# What the task requires
Your task is to give the listing below back word for word, pictures excluded.

# Provided data

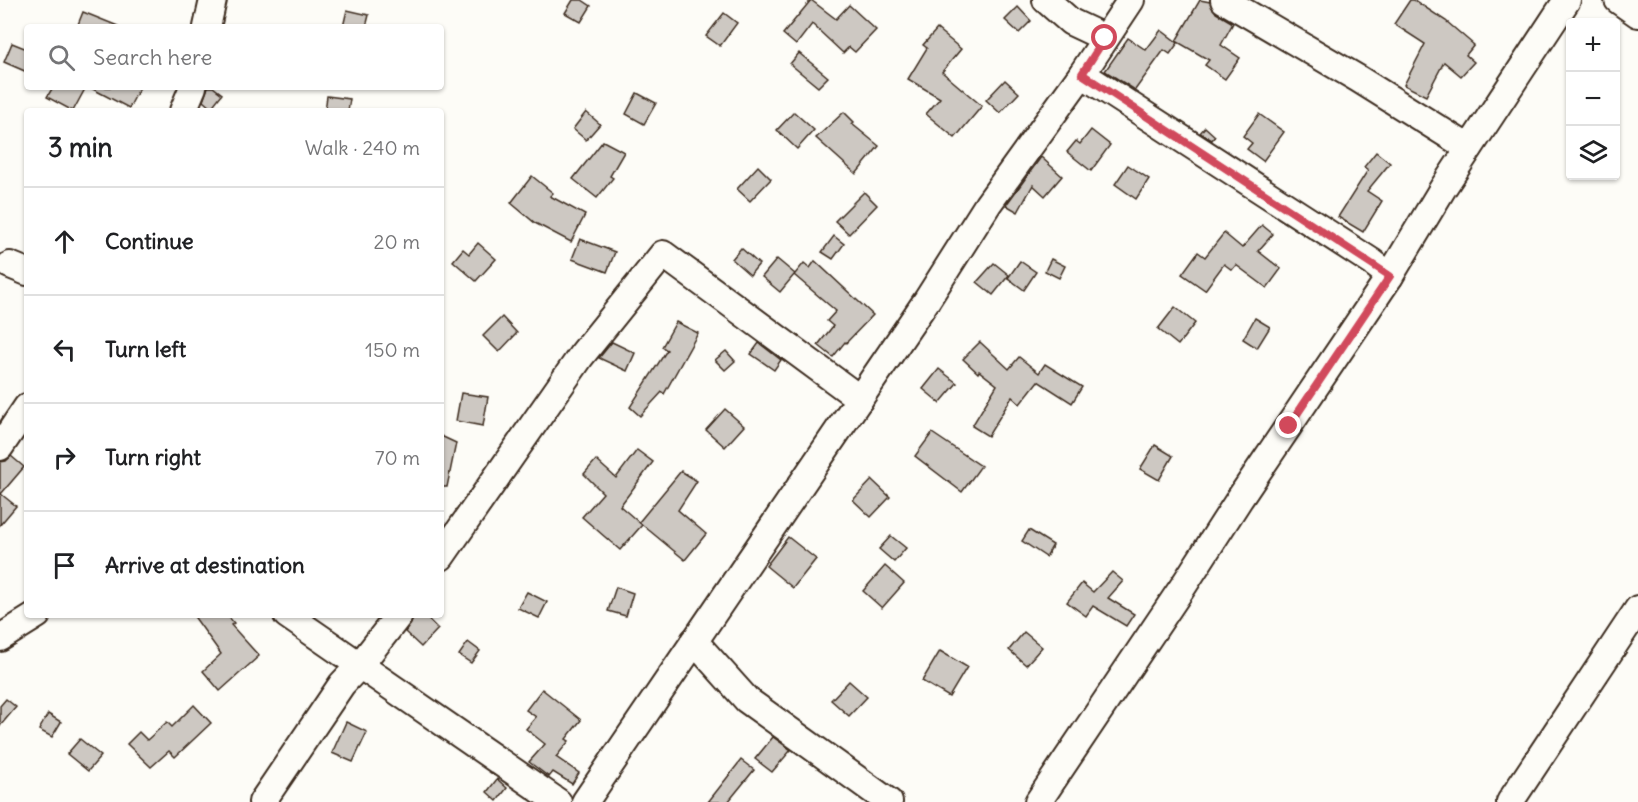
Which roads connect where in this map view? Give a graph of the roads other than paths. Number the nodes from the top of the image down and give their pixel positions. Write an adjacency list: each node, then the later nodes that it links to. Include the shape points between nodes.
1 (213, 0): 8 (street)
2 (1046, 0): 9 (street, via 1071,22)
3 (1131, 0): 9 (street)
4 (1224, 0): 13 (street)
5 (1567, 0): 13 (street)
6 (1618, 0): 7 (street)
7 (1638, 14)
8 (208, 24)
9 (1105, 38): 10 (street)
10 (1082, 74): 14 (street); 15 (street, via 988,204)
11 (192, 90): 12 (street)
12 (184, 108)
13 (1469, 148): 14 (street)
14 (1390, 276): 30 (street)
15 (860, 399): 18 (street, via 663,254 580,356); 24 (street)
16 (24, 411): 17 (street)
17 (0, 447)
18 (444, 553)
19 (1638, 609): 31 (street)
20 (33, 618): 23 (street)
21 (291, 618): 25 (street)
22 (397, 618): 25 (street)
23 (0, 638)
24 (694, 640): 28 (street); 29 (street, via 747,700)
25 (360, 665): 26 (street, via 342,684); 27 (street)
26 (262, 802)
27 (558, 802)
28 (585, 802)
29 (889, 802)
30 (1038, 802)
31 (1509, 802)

# Response box
Which roads connect where in this map view? Give a graph of the roads other than paths. Number the nodes from the top of the image down and give their pixel positions. Write an adjacency list: each node, then the later nodes that it links to. Include the shape points between nodes.
1 (213, 0): 8 (street)
2 (1046, 0): 9 (street, via 1071,22)
3 (1131, 0): 9 (street)
4 (1224, 0): 13 (street)
5 (1567, 0): 13 (street)
6 (1618, 0): 7 (street)
7 (1638, 14)
8 (208, 24)
9 (1105, 38): 10 (street)
10 (1082, 74): 14 (street); 15 (street, via 988,204)
11 (192, 90): 12 (street)
12 (184, 108)
13 (1469, 148): 14 (street)
14 (1390, 276): 30 (street)
15 (860, 399): 18 (street, via 663,254 580,356); 24 (street)
16 (24, 411): 17 (street)
17 (0, 447)
18 (444, 553)
19 (1638, 609): 31 (street)
20 (33, 618): 23 (street)
21 (291, 618): 25 (street)
22 (397, 618): 25 (street)
23 (0, 638)
24 (694, 640): 28 (street); 29 (street, via 747,700)
25 (360, 665): 26 (street, via 342,684); 27 (street)
26 (262, 802)
27 (558, 802)
28 (585, 802)
29 (889, 802)
30 (1038, 802)
31 (1509, 802)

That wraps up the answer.